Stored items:
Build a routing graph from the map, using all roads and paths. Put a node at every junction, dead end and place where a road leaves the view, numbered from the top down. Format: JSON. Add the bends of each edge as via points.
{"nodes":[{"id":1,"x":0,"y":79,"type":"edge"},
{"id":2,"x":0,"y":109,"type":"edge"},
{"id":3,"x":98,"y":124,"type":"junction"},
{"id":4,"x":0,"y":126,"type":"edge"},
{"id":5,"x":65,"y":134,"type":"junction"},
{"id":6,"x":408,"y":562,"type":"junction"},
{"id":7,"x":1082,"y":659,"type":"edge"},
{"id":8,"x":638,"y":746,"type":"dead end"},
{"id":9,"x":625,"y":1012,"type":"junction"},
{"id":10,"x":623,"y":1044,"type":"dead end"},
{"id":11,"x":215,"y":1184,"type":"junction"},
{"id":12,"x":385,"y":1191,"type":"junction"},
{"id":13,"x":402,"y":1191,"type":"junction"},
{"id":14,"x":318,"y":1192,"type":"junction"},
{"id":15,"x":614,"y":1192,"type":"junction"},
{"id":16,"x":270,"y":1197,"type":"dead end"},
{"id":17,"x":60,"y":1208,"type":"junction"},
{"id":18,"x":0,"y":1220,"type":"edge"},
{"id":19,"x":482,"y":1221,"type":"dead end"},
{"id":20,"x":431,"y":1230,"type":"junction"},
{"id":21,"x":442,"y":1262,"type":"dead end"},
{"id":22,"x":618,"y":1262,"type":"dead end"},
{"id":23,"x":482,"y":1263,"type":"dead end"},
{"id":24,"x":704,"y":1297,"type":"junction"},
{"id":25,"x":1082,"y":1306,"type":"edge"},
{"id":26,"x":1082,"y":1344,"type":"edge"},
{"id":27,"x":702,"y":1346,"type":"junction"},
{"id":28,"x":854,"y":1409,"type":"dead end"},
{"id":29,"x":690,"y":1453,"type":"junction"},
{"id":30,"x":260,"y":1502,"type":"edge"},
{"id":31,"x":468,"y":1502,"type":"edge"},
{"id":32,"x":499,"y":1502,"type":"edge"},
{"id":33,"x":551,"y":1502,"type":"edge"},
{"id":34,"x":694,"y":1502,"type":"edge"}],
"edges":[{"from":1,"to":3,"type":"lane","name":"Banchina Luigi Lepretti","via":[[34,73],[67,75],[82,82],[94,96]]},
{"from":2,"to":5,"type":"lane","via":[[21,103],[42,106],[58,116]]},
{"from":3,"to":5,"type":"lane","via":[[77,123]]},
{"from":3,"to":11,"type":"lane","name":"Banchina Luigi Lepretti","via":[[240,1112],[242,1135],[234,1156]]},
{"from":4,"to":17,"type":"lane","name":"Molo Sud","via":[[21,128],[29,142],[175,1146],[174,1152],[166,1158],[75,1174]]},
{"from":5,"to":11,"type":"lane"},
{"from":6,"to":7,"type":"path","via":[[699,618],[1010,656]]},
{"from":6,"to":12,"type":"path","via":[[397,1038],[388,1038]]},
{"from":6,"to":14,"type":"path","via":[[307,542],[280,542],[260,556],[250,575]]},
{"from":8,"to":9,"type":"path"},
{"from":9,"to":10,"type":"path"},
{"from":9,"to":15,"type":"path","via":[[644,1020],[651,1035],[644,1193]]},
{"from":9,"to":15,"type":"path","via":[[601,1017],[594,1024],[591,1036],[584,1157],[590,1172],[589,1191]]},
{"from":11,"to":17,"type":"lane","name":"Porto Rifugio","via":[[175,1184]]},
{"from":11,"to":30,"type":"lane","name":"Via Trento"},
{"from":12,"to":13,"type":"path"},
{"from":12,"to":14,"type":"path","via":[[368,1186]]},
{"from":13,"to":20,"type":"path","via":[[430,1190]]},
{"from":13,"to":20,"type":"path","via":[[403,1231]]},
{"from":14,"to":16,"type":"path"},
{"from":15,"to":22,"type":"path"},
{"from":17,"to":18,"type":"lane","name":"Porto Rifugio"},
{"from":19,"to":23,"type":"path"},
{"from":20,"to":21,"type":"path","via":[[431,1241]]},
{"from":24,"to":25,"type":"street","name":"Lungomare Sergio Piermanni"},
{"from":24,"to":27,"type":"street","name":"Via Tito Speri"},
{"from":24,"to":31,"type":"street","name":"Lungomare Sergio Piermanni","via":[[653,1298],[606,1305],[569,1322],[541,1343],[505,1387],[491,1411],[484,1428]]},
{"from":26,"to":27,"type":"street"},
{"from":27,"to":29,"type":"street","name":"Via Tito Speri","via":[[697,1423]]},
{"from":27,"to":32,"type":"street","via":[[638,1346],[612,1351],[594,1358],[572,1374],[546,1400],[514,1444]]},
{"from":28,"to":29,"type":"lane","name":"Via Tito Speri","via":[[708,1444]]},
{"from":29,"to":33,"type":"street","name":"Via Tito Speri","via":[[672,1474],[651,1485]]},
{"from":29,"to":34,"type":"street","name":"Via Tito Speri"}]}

*Task prompt:*
Your response must repeat the entries above exactly, in full.

*Response for this exercise:*
Build a routing graph from the map, using all roads and paths. Put a node at every junction, dead end and place where a road leaves the view, numbered from the top down. Format: JSON. Add the bends of each edge as via points.
{"nodes":[{"id":1,"x":0,"y":79,"type":"edge"},
{"id":2,"x":0,"y":109,"type":"edge"},
{"id":3,"x":98,"y":124,"type":"junction"},
{"id":4,"x":0,"y":126,"type":"edge"},
{"id":5,"x":65,"y":134,"type":"junction"},
{"id":6,"x":408,"y":562,"type":"junction"},
{"id":7,"x":1082,"y":659,"type":"edge"},
{"id":8,"x":638,"y":746,"type":"dead end"},
{"id":9,"x":625,"y":1012,"type":"junction"},
{"id":10,"x":623,"y":1044,"type":"dead end"},
{"id":11,"x":215,"y":1184,"type":"junction"},
{"id":12,"x":385,"y":1191,"type":"junction"},
{"id":13,"x":402,"y":1191,"type":"junction"},
{"id":14,"x":318,"y":1192,"type":"junction"},
{"id":15,"x":614,"y":1192,"type":"junction"},
{"id":16,"x":270,"y":1197,"type":"dead end"},
{"id":17,"x":60,"y":1208,"type":"junction"},
{"id":18,"x":0,"y":1220,"type":"edge"},
{"id":19,"x":482,"y":1221,"type":"dead end"},
{"id":20,"x":431,"y":1230,"type":"junction"},
{"id":21,"x":442,"y":1262,"type":"dead end"},
{"id":22,"x":618,"y":1262,"type":"dead end"},
{"id":23,"x":482,"y":1263,"type":"dead end"},
{"id":24,"x":704,"y":1297,"type":"junction"},
{"id":25,"x":1082,"y":1306,"type":"edge"},
{"id":26,"x":1082,"y":1344,"type":"edge"},
{"id":27,"x":702,"y":1346,"type":"junction"},
{"id":28,"x":854,"y":1409,"type":"dead end"},
{"id":29,"x":690,"y":1453,"type":"junction"},
{"id":30,"x":260,"y":1502,"type":"edge"},
{"id":31,"x":468,"y":1502,"type":"edge"},
{"id":32,"x":499,"y":1502,"type":"edge"},
{"id":33,"x":551,"y":1502,"type":"edge"},
{"id":34,"x":694,"y":1502,"type":"edge"}],
"edges":[{"from":1,"to":3,"type":"lane","name":"Banchina Luigi Lepretti","via":[[34,73],[67,75],[82,82],[94,96]]},
{"from":2,"to":5,"type":"lane","via":[[21,103],[42,106],[58,116]]},
{"from":3,"to":5,"type":"lane","via":[[77,123]]},
{"from":3,"to":11,"type":"lane","name":"Banchina Luigi Lepretti","via":[[240,1112],[242,1135],[234,1156]]},
{"from":4,"to":17,"type":"lane","name":"Molo Sud","via":[[21,128],[29,142],[175,1146],[174,1152],[166,1158],[75,1174]]},
{"from":5,"to":11,"type":"lane"},
{"from":6,"to":7,"type":"path","via":[[699,618],[1010,656]]},
{"from":6,"to":12,"type":"path","via":[[397,1038],[388,1038]]},
{"from":6,"to":14,"type":"path","via":[[307,542],[280,542],[260,556],[250,575]]},
{"from":8,"to":9,"type":"path"},
{"from":9,"to":10,"type":"path"},
{"from":9,"to":15,"type":"path","via":[[644,1020],[651,1035],[644,1193]]},
{"from":9,"to":15,"type":"path","via":[[601,1017],[594,1024],[591,1036],[584,1157],[590,1172],[589,1191]]},
{"from":11,"to":17,"type":"lane","name":"Porto Rifugio","via":[[175,1184]]},
{"from":11,"to":30,"type":"lane","name":"Via Trento"},
{"from":12,"to":13,"type":"path"},
{"from":12,"to":14,"type":"path","via":[[368,1186]]},
{"from":13,"to":20,"type":"path","via":[[430,1190]]},
{"from":13,"to":20,"type":"path","via":[[403,1231]]},
{"from":14,"to":16,"type":"path"},
{"from":15,"to":22,"type":"path"},
{"from":17,"to":18,"type":"lane","name":"Porto Rifugio"},
{"from":19,"to":23,"type":"path"},
{"from":20,"to":21,"type":"path","via":[[431,1241]]},
{"from":24,"to":25,"type":"street","name":"Lungomare Sergio Piermanni"},
{"from":24,"to":27,"type":"street","name":"Via Tito Speri"},
{"from":24,"to":31,"type":"street","name":"Lungomare Sergio Piermanni","via":[[653,1298],[606,1305],[569,1322],[541,1343],[505,1387],[491,1411],[484,1428]]},
{"from":26,"to":27,"type":"street"},
{"from":27,"to":29,"type":"street","name":"Via Tito Speri","via":[[697,1423]]},
{"from":27,"to":32,"type":"street","via":[[638,1346],[612,1351],[594,1358],[572,1374],[546,1400],[514,1444]]},
{"from":28,"to":29,"type":"lane","name":"Via Tito Speri","via":[[708,1444]]},
{"from":29,"to":33,"type":"street","name":"Via Tito Speri","via":[[672,1474],[651,1485]]},
{"from":29,"to":34,"type":"street","name":"Via Tito Speri"}]}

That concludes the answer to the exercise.